At the conference, where he was selling the most recent issue from a folding table along the wall, Sunkara, also a vice chair of the DSA, was a minor celebrity. “I think there’s a feeling that with the center kind of defeated, or at the very least temporarily discredited, we are the new center-left,” he told me. That newfound popularity has caused him to rethink the limitations of leftist politics. “Compared to where the goalposts were five years ago, we’re already basically there,” he said. Socialists won’t run Washington by 2020—but maybe they will in his lifetime.
But the DSA’s continued growth is hardly guaranteed. One challenge as it seeks to broaden its appeal is messaging. Members of the new socialist vanguard pride themselves on a certain degree of unfiltered vulgarity, and they target mainline liberals as often as they do Trump-backing conservatives. Amber A’Lee Frost, a Chapo co-host and YDS panelist, has referred to her cohort’s style as the “Dirtbag Left.” Frost contends that rudeness is essential to disrupting the political status quo. It is, however, a weird way to make new friends. Coalition politics are hard when everyone else is a sellout.
More pressing than its inability to play nice is the movement’s inescapable whiteness. If the audience at the conference was any indication, the DSA’s future is doomed to demographic failure—a point kamau emphasized on the event’s opening night. “I want you to look around the room,” he said, “and then I want you to realize that we’re in Flatbush, Brooklyn, right?” It was Bushwick, but the point stood. “I love Bernie, but I also think that the leaders of the Democratic Party and the leaders of the left are going to have to come to terms with the fact that the American left is a movement of black and brown people,” he told me. “And the leadership of the Democratic Party doesn’t look like that—the leadership of the DSA doesn’t look like that.”
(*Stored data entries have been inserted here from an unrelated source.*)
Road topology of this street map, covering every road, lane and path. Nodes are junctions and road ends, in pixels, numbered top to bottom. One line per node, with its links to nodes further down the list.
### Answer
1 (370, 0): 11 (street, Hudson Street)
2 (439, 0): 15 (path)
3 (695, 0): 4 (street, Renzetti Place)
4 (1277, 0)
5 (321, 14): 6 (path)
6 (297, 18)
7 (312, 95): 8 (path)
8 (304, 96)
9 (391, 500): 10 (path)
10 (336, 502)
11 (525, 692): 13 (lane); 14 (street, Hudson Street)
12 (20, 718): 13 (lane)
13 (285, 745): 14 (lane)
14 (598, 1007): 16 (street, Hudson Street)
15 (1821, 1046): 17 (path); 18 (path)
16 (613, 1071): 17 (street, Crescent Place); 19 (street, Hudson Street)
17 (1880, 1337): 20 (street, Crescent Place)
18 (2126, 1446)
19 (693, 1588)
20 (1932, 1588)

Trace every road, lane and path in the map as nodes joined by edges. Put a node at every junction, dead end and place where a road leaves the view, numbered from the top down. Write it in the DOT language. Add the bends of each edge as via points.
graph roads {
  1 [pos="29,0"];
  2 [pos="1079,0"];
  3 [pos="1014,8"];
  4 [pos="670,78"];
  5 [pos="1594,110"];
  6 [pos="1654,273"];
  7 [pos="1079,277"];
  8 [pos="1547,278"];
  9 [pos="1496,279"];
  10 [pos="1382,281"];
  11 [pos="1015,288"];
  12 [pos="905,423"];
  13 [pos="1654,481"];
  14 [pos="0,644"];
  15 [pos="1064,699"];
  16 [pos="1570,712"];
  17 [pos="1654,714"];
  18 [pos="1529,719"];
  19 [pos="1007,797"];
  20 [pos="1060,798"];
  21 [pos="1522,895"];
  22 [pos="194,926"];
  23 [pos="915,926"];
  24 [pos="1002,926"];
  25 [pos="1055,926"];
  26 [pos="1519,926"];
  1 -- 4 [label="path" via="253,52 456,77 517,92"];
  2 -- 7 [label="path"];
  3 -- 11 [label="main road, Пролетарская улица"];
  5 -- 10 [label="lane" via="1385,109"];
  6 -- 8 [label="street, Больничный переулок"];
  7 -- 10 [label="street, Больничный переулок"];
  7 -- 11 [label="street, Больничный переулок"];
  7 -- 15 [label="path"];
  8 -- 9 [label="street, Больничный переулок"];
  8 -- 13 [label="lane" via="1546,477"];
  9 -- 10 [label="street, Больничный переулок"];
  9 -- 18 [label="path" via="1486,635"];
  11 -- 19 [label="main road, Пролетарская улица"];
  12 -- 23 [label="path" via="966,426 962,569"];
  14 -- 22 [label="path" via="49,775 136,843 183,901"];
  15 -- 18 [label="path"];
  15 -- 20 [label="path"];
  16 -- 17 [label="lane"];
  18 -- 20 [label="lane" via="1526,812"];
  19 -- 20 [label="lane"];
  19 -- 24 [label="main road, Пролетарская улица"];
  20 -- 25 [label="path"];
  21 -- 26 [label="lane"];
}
In South Fulton, a mostly working-class, African American community of 100,000 people, kamau sees an opportunity to broaden the appeal of democratic socialism. He believed his race, which was nonpartisan, was a chance to act on a DSA manifesto that calls for running “openly democratic socialist candidates for local office, in and outside the Democratic Party,” and “taking out pro-corporate, neoliberal Democrats.” YDS had given each conferencegoer a three-page reading list with titles by writers such as Karl Marx, Antonio Gramsci, and Barbara Ehrenreich. Wong suggested that young socialists study up on the hard lessons of electoral politics instead. “Learn about the mechanics it takes to win these elections,” she said. “You’re not gonna learn those by reading all three volumes of Capital, I promise you.”